Katrina L Scarff et al. Mol Cell Biol.

Abstract

Protease inhibitor 6 (PI-6/SERPINB6) is a widely expressed nucleocytoplasmic serpin. It inhibits granulocyte cathepsin G and neuronal neuropsin, and it is thought to protect cells from death caused by ectopic release or internalization of protease during stress such as infection or cerebral ischemia. To probe the biological functions of PI-6, we generated mice lacking its ortholog (SPI3/Serpinb6). SPI3-deficient mice developed normally and were fertile, and no abnormal pathology or increased sensitivity to cerebral ischemia was observed. There were no perturbations in leukocyte development or numbers, and recruitment of leukocytes to the peritoneal cavity was normal.

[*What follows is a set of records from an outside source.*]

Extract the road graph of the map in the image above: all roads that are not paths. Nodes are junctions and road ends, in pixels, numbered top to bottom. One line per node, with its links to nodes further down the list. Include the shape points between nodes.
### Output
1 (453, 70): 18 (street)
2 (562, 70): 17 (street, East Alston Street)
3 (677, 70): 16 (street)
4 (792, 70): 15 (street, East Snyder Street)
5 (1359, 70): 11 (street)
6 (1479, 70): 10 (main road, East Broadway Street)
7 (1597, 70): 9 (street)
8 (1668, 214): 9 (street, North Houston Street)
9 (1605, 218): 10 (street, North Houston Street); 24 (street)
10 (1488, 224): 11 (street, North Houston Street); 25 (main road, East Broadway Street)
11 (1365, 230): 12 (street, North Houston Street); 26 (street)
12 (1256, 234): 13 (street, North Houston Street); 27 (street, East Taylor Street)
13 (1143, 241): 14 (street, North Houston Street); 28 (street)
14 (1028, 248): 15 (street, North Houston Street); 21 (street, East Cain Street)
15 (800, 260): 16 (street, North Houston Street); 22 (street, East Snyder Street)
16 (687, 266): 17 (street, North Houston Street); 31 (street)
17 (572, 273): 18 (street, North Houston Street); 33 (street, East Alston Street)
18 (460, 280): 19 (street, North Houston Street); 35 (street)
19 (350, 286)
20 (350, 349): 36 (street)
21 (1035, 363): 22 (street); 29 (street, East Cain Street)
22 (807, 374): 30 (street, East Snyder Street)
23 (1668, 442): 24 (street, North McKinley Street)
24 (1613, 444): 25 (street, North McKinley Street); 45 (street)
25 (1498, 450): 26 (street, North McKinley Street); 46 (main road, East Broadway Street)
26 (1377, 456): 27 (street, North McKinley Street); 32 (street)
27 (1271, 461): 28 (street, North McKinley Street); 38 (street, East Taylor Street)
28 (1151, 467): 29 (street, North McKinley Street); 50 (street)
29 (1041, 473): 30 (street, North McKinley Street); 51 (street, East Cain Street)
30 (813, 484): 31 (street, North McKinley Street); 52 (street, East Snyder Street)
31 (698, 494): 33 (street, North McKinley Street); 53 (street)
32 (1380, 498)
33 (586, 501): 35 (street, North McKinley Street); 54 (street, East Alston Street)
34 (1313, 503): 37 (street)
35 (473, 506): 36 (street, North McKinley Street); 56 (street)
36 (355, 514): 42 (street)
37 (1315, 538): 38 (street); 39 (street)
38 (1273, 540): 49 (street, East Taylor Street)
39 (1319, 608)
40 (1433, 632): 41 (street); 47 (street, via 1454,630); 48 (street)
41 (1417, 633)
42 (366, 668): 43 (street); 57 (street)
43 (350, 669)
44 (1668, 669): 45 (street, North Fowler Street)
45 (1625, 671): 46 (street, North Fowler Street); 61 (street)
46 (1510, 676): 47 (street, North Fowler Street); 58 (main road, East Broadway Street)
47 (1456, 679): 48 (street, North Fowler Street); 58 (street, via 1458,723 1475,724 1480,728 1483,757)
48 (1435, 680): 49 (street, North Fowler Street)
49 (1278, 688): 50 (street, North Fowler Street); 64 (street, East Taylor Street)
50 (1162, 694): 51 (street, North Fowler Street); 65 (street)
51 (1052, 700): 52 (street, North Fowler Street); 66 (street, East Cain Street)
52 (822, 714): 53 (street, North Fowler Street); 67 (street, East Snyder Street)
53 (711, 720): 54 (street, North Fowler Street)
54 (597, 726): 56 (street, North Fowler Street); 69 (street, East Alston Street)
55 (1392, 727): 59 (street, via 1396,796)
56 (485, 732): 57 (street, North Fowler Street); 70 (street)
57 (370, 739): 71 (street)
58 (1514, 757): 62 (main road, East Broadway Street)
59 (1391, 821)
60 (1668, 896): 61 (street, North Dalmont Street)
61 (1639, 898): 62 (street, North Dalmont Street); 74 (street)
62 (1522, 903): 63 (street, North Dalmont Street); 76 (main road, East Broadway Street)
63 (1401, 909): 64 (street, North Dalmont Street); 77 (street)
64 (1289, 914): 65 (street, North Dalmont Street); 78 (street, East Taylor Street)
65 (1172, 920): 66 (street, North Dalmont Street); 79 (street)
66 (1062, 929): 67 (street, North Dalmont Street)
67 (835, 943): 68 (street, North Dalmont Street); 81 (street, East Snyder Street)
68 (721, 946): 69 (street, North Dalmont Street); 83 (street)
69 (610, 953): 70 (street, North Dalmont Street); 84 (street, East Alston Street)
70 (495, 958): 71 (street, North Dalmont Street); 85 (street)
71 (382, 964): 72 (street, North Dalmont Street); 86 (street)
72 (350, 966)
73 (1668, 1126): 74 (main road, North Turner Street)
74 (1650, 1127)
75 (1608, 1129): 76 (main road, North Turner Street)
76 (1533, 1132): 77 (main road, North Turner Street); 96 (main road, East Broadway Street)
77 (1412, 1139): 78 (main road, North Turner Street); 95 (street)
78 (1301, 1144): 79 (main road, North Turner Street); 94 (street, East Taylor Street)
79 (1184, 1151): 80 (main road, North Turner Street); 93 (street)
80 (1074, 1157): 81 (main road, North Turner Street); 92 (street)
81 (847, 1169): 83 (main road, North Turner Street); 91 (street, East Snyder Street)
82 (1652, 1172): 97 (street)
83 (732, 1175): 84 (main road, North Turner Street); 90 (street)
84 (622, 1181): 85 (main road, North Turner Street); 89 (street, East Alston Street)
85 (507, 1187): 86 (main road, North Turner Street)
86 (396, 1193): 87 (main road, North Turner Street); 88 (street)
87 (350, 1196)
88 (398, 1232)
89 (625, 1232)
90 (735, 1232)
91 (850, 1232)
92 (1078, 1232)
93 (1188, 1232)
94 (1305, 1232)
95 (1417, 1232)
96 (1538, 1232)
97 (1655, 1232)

SPI3-deficient mice were equally susceptible as wild-type mice to systemic Candida albicans infection, although there was a slight decrease in the ability of neutrophils from SPI3-deficient mice to kill C. albicans in vitro. Increased levels of a related inhibitor Serpinb1 (monocyte/neutrophil elastase inhibitor) in the tissues of targeted mice suggests that compensation by other serpins reduces the impact of SPI3 deficiency in these animals and may explain the lack of a more obvious phenotype.

Figures

FIG. 1.
FIG. 1.
Targeted disruption of the SPI3 gene. (A) Exon 2 of the SPI3 gene was replaced with EGFP fused in frame with the SPI3 initiation codon. The pgk-loxPneo selection cassette was removed by crossing SPI3 heterozygotes with Cre-deleter mice. St, StuI; S, SmaI; X, XbaI; B, BamHI; Nh, NheI; N, NotI; WT, wild type; KO, knockout. (B) XbaI-cleaved DNA from wild-type cells (+/+) and recombinant cells (+/−) was hybridized to the 3′ probe, which distinguishes the wild-type allele (9.5 kb) from the targeted allele (7.5 kb). (C) To confirm correct integration of the 5′ arm, DNA from wild-type (+/+) and heterozygous (+/−) cells was subjected to PCR using primers 461 and 467, which amplify a 4-kb product from the wild-type allele, and primers 462 and 467, which amplify a 4-kb product from the targeted allele. (D) Wild-type (+/+), heterozygous (+/−), and knockout mice were typed by PCR of tail DNA with primers 152, 688, and 462 simultaneously.
FIG. 2.
FIG. 2.
Distribution of SPI3 mRNA and protein. (A) RT-PCR analysis of SPI3 mRNA in normal C57BL/6 mouse tissues. cDNA synthesized in the presence (+) or absence (−) of RT was amplified with SPI3-specific primers 259 and 370. LI, large intestine; LN, lymph node; SI, small intestine; R8, mouse cytotoxic T-cell line; ES, embryonic stem cells. (B) cDNA synthesized in the presence (+) or absence (−) of RT from wild-type (+/+) and SPI3-deficient (−/−) mouse brains was amplified with SPI3-specific primers 259 and 370 (top panel) or GAPDH-specific primers (bottom panel). (C) Immunoblots of marrow, spleen, and brain protein from wild-type (+/+), heterozygous (+/−), and SPI3-deficient (−/−) mice were probed with either a rabbit anti-SPI3 serum (top panel) or a rat anti-GFP antibody (bottom panel).
FIG. 3.
FIG. 3.
Expression of GFP in immune cells. Leukocytes from the spleen, thymus, blood, or bone marrow were stained with the indicated antibodies and analyzed by flow cytometry. The appropriate cell populations were gated and analyzed for GFP expression.
FIG. 4.
FIG. 4.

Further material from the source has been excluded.